** What needs to be done **
Given the listing that follows, report all lines in which the string "name" occurs.

*** Opening of Source data ***

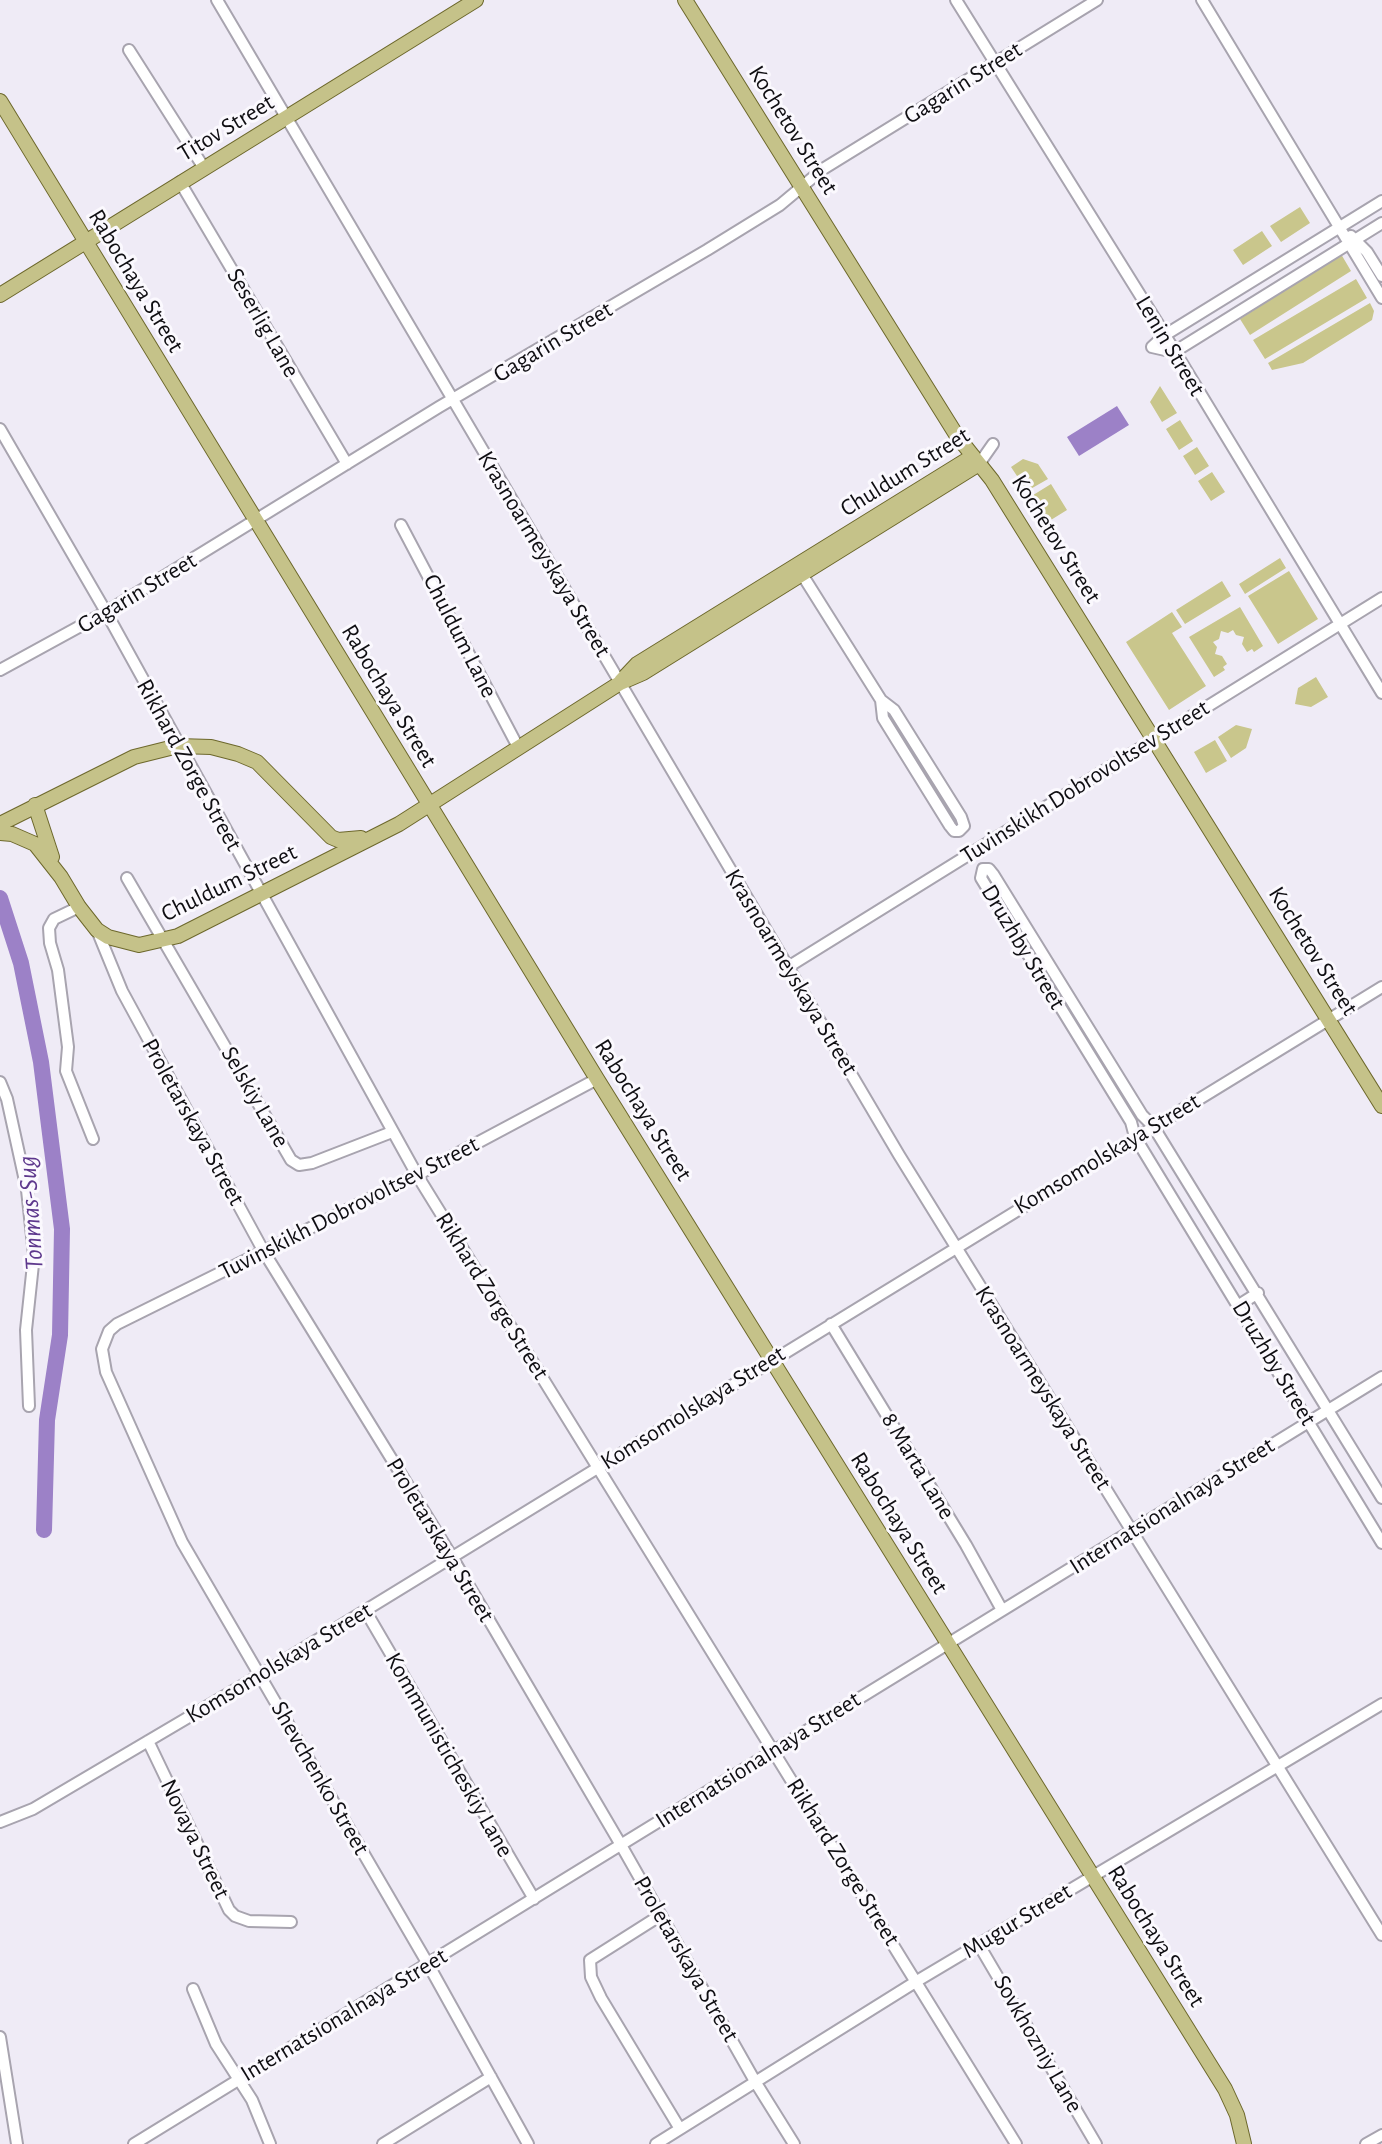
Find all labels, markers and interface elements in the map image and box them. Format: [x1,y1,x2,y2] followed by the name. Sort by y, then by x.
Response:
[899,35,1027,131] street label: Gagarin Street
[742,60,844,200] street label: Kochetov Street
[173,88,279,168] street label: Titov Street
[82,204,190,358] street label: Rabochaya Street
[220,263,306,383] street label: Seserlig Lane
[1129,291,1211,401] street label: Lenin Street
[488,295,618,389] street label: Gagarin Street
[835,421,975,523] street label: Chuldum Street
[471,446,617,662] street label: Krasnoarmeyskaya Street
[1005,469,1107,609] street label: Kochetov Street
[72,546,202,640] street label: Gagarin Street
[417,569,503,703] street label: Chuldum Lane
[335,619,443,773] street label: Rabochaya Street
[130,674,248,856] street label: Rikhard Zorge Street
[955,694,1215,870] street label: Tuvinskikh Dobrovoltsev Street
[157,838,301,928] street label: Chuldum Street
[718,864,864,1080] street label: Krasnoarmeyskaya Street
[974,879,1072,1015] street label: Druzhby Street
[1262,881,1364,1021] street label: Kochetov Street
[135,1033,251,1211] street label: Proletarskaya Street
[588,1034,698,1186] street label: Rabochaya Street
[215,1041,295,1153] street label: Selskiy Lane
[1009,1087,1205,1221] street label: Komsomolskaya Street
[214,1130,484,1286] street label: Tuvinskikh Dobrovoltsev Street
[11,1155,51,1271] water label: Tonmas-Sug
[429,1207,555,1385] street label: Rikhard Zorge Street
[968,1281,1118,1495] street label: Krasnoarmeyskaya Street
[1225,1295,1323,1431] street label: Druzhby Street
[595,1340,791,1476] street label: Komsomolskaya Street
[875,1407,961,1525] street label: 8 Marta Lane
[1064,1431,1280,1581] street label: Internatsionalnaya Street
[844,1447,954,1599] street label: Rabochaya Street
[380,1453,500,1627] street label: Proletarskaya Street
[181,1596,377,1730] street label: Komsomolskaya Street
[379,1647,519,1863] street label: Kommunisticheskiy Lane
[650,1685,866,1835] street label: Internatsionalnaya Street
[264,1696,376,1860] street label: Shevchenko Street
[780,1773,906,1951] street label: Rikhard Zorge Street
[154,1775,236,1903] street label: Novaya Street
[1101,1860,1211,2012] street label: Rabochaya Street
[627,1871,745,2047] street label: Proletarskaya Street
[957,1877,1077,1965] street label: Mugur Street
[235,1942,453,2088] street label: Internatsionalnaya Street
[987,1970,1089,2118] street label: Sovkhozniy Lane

*** Close of Source data ***
*** Opening of Source data ***

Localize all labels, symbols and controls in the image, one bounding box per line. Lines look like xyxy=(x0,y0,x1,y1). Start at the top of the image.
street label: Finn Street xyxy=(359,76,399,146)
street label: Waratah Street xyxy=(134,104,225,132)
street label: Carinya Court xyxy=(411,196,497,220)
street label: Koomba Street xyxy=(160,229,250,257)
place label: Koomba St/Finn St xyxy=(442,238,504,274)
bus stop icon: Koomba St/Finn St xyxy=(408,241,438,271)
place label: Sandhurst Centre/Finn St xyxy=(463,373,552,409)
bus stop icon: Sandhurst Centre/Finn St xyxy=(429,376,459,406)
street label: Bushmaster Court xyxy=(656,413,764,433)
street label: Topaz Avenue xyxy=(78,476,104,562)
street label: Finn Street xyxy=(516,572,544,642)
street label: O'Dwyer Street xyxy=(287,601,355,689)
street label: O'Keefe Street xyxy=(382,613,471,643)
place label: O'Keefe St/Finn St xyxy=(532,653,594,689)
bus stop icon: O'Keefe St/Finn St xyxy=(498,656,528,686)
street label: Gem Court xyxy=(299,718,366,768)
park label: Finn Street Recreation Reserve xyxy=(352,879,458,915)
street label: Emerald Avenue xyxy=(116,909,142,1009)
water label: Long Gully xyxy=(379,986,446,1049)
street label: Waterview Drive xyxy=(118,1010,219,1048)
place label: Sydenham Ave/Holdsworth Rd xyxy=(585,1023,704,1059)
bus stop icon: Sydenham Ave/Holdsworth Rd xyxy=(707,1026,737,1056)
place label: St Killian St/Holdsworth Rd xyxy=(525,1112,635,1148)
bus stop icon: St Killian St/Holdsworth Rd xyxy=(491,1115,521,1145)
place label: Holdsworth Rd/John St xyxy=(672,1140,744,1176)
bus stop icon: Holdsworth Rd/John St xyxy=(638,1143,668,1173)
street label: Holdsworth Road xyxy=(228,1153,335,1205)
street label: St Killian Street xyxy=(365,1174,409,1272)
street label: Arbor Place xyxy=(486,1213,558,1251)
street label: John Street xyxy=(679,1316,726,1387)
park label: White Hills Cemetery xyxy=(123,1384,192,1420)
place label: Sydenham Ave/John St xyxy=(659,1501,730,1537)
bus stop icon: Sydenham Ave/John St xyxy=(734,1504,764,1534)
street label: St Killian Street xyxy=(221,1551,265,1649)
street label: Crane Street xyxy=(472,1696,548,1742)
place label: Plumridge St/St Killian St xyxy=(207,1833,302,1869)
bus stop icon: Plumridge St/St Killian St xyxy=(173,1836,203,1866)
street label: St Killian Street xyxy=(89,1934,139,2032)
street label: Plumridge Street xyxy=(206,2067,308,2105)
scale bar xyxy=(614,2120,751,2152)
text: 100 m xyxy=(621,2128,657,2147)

*** Close of Source data ***
*** Opening of Source data ***

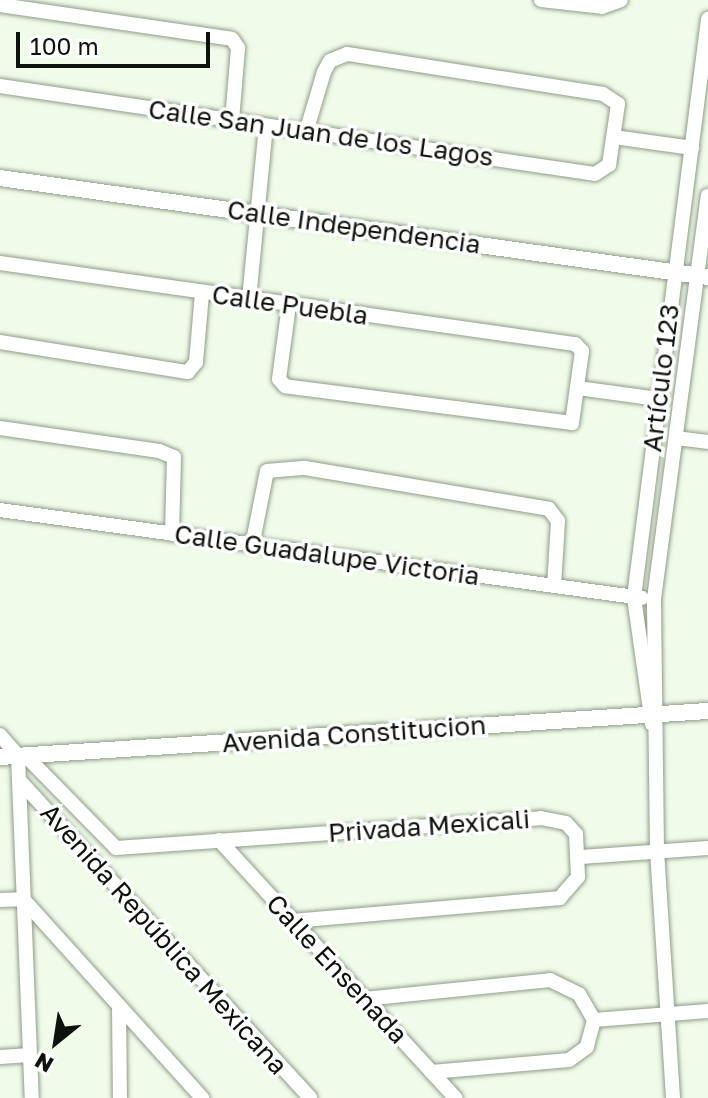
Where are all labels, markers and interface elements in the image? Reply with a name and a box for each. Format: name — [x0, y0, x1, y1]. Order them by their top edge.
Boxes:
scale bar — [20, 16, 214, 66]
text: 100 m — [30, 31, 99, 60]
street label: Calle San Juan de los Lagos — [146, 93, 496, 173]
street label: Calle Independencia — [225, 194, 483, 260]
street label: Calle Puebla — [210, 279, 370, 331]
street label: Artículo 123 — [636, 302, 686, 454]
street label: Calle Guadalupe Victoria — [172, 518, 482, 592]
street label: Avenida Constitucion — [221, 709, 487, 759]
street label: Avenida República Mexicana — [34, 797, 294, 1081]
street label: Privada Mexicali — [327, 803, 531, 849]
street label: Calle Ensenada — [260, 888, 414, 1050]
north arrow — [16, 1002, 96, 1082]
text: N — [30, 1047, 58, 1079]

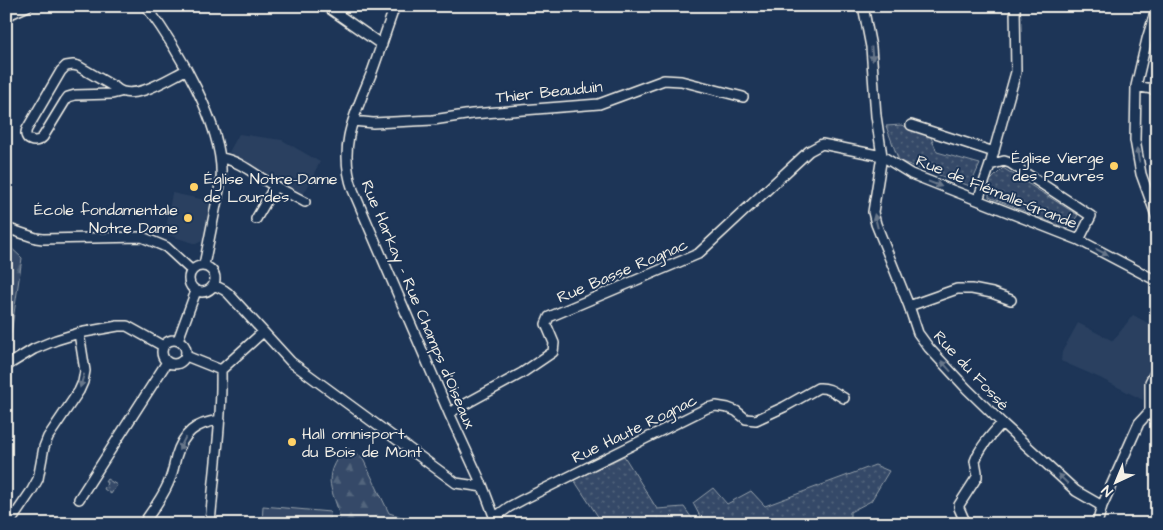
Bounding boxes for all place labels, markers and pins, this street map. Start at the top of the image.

*** Close of Source data ***

** Worked solution **
Find all labels, markers and interface elements in the map image and box them. Format: [x1,y1,x2,y2] followed by the name. Sort by y, then by x.
Where are all labels, markers and interface elements in the image? Reply with a name and a box for each. Format: name — [x0, y0, x1, y1]. Order them by their top edge.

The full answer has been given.